Instructions to follow: Below are the records. Gather each line that holds "points".

──────── Material supplied

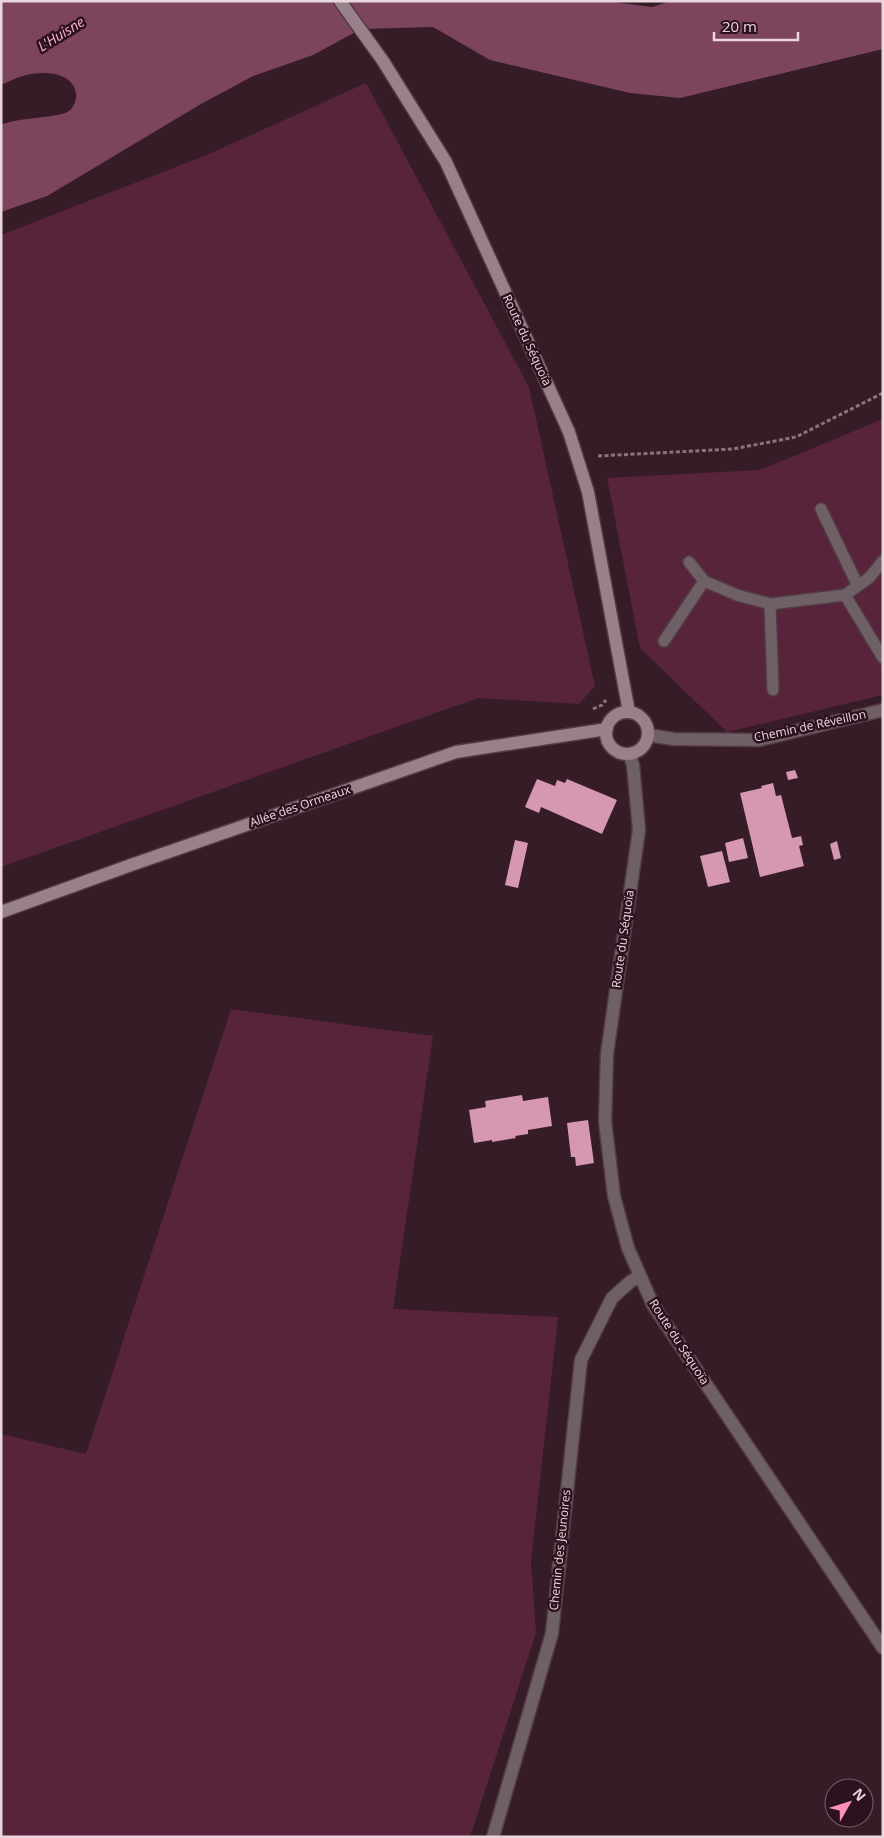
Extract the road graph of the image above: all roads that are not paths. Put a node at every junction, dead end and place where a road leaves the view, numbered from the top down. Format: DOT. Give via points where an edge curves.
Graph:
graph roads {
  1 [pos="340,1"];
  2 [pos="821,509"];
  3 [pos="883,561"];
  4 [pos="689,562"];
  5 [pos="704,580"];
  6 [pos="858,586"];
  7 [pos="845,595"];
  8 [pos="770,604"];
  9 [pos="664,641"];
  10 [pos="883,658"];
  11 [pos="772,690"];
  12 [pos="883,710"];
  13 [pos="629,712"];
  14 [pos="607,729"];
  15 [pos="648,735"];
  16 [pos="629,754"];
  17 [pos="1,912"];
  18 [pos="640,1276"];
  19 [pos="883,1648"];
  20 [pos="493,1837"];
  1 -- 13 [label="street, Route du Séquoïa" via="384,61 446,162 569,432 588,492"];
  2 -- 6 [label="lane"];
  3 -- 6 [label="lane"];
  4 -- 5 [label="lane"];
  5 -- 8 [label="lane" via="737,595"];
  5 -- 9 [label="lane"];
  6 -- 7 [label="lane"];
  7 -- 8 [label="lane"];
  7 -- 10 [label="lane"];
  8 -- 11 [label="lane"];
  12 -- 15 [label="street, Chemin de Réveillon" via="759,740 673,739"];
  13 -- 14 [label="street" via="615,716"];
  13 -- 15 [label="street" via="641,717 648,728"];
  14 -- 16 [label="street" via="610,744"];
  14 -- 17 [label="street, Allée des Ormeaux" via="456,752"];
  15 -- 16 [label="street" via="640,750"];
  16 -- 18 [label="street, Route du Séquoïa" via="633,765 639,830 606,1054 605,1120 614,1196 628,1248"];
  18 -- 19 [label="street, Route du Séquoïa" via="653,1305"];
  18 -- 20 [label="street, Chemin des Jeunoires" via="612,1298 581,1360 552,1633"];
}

────────────────
──────── Material supplied

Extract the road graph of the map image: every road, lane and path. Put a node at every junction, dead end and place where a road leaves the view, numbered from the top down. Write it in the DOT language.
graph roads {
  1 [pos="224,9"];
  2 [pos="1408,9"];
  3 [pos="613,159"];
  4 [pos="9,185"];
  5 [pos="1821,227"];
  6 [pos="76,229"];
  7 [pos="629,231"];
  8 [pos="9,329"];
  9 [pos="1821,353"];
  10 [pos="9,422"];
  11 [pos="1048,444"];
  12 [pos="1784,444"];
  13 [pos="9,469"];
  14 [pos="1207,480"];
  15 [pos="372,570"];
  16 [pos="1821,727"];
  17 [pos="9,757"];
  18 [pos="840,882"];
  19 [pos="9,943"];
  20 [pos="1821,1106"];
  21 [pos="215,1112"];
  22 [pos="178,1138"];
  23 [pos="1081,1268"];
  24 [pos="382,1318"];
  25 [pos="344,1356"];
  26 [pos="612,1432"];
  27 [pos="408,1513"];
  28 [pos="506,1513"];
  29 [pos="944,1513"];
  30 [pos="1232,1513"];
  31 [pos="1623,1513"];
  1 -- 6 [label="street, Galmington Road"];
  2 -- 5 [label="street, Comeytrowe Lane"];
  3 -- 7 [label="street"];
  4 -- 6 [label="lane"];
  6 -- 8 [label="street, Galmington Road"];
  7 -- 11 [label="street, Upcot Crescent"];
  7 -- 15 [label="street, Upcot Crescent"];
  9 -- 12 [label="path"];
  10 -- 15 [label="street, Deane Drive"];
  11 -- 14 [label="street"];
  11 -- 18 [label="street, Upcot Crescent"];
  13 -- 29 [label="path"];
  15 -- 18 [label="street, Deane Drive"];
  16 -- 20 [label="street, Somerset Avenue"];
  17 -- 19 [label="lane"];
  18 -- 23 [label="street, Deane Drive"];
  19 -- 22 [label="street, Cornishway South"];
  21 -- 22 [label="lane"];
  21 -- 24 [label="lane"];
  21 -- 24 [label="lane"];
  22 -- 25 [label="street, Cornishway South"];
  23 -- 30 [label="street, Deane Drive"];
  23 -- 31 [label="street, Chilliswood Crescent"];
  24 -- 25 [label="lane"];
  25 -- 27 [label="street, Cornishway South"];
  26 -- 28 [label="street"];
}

────────────────
──────── Material supplied

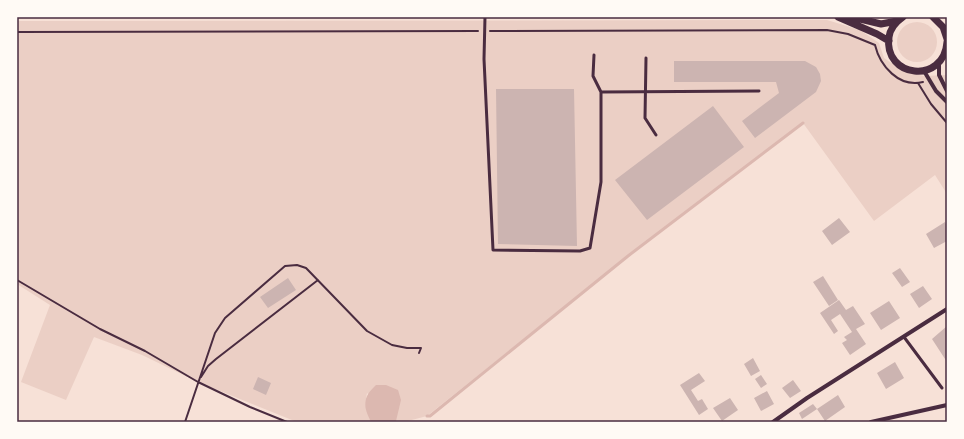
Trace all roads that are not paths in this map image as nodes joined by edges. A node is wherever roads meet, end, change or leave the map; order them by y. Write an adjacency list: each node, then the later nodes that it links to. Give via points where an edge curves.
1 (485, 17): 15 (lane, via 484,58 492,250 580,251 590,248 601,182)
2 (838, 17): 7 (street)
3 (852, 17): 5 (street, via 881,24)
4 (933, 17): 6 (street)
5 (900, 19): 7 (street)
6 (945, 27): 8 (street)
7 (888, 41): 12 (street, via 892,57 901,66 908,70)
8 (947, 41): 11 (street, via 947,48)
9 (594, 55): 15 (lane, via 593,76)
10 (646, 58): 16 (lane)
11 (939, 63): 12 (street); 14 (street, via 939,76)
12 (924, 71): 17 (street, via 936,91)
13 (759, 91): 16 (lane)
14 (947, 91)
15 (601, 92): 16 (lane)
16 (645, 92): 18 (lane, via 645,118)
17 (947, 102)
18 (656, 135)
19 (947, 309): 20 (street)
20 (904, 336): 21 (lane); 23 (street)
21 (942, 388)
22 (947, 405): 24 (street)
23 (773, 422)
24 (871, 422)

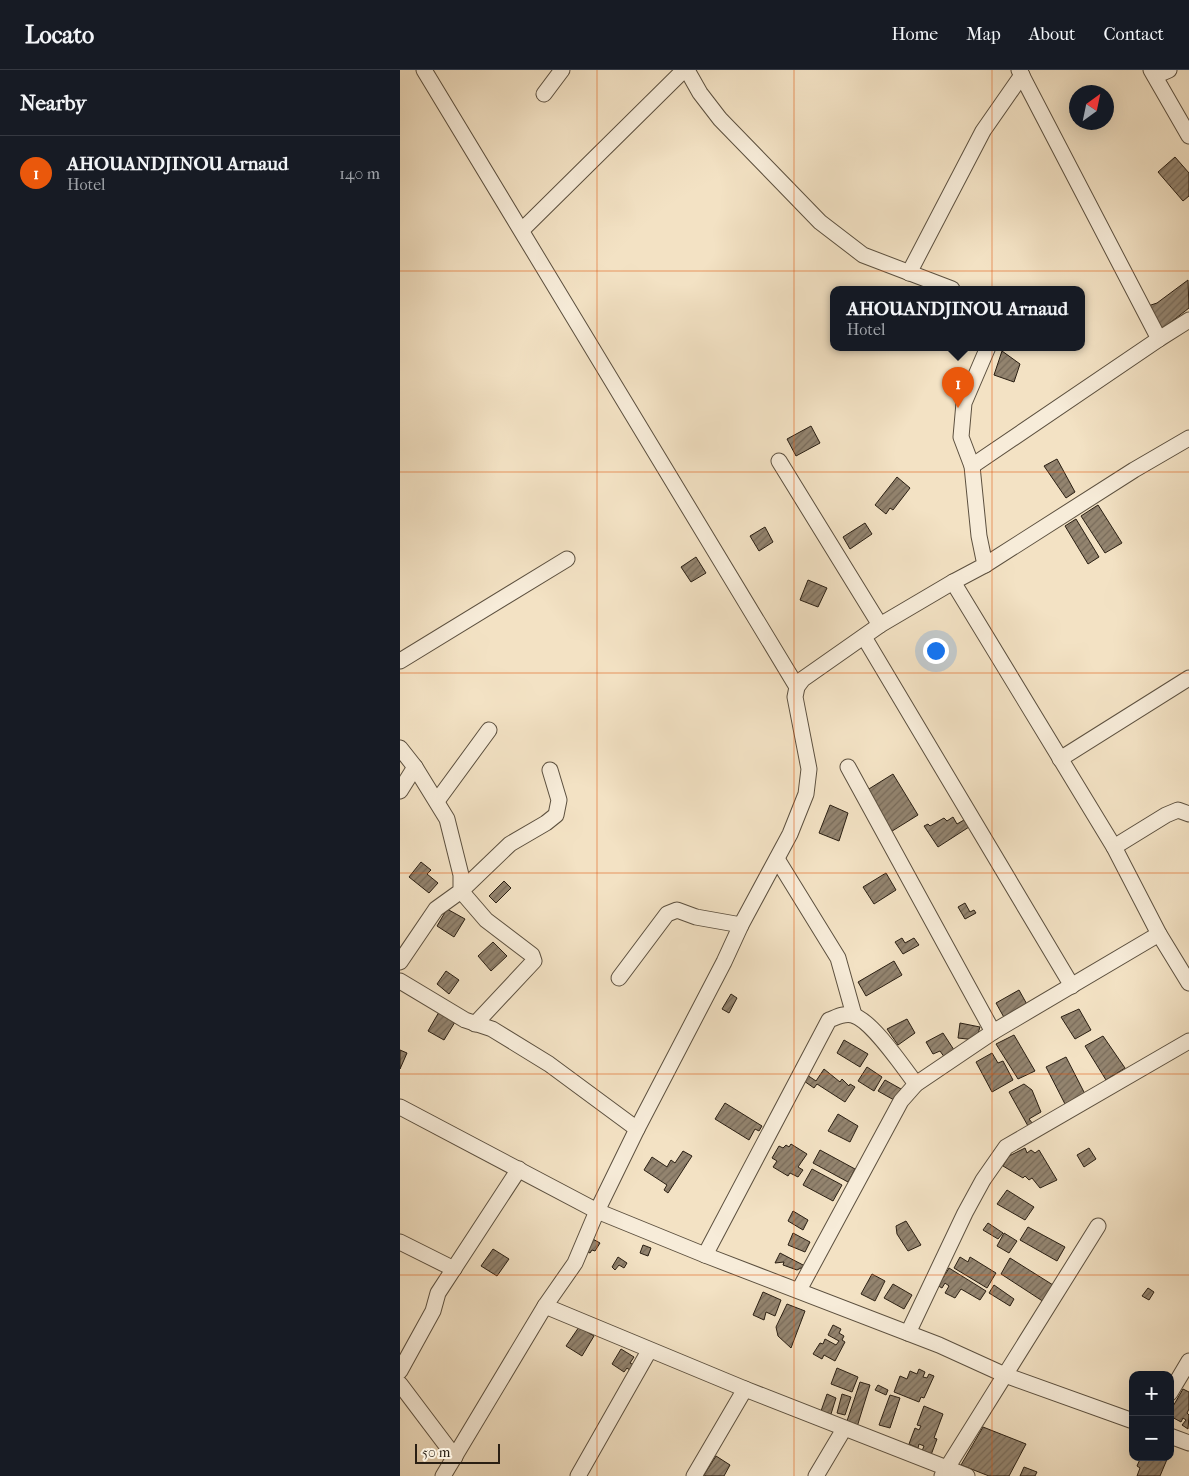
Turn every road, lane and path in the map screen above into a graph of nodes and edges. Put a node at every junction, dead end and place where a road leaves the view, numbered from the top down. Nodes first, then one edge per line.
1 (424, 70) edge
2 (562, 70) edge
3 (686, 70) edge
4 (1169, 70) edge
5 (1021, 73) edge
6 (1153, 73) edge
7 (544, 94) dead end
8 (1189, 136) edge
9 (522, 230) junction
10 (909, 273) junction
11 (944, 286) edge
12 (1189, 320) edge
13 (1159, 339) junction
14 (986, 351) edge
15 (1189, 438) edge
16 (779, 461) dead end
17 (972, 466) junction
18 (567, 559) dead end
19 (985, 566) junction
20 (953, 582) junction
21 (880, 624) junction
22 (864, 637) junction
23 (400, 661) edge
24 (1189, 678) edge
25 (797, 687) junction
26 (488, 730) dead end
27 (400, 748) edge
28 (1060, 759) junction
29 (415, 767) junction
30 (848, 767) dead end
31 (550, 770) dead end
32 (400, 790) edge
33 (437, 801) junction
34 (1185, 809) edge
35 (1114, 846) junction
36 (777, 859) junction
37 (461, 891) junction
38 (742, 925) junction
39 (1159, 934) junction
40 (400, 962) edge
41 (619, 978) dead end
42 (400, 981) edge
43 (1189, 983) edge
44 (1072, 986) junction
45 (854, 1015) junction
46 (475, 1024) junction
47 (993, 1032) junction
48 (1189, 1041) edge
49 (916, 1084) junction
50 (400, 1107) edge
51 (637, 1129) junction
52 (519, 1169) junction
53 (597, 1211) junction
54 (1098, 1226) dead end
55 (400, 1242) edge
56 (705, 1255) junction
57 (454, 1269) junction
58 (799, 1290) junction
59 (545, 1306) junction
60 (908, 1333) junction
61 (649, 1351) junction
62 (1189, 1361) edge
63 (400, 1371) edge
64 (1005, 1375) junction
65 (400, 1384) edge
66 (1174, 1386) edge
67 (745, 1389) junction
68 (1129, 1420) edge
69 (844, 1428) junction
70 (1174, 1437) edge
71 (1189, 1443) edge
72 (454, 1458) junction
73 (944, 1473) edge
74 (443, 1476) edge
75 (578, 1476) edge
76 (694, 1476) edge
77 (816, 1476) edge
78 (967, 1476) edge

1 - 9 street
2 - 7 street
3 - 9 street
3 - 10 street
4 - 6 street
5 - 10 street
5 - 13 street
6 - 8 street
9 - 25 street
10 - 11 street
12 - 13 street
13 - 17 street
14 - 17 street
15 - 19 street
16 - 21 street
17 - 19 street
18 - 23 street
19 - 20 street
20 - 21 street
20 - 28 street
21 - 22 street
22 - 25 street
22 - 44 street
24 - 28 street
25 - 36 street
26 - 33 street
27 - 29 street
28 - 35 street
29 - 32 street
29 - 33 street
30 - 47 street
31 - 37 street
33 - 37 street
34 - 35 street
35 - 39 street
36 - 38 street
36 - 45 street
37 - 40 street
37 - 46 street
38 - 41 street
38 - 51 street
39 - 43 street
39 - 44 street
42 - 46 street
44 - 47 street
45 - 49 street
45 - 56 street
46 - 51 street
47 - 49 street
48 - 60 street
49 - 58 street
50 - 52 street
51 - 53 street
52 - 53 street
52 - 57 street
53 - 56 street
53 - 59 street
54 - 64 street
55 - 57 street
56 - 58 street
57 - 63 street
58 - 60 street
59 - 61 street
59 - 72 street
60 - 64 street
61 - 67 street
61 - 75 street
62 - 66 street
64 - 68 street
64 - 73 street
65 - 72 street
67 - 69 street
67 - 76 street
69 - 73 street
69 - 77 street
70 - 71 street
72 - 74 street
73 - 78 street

────────────────

The answer:
Extract the road graph of the image above: all roads that are not paths. Put a node at every junction, dead end and place where a road leaves the view, numbered from the top down. Format: DOT. Give via points where an edge curves.
Trace all roads that are not paths in this map image as nodes joined by edges. A node is wherever roads meet, end, change or leave the map; order them by y. Write an adjacency list: each node, then the later nodes that it links to. Give via points where an edge curves.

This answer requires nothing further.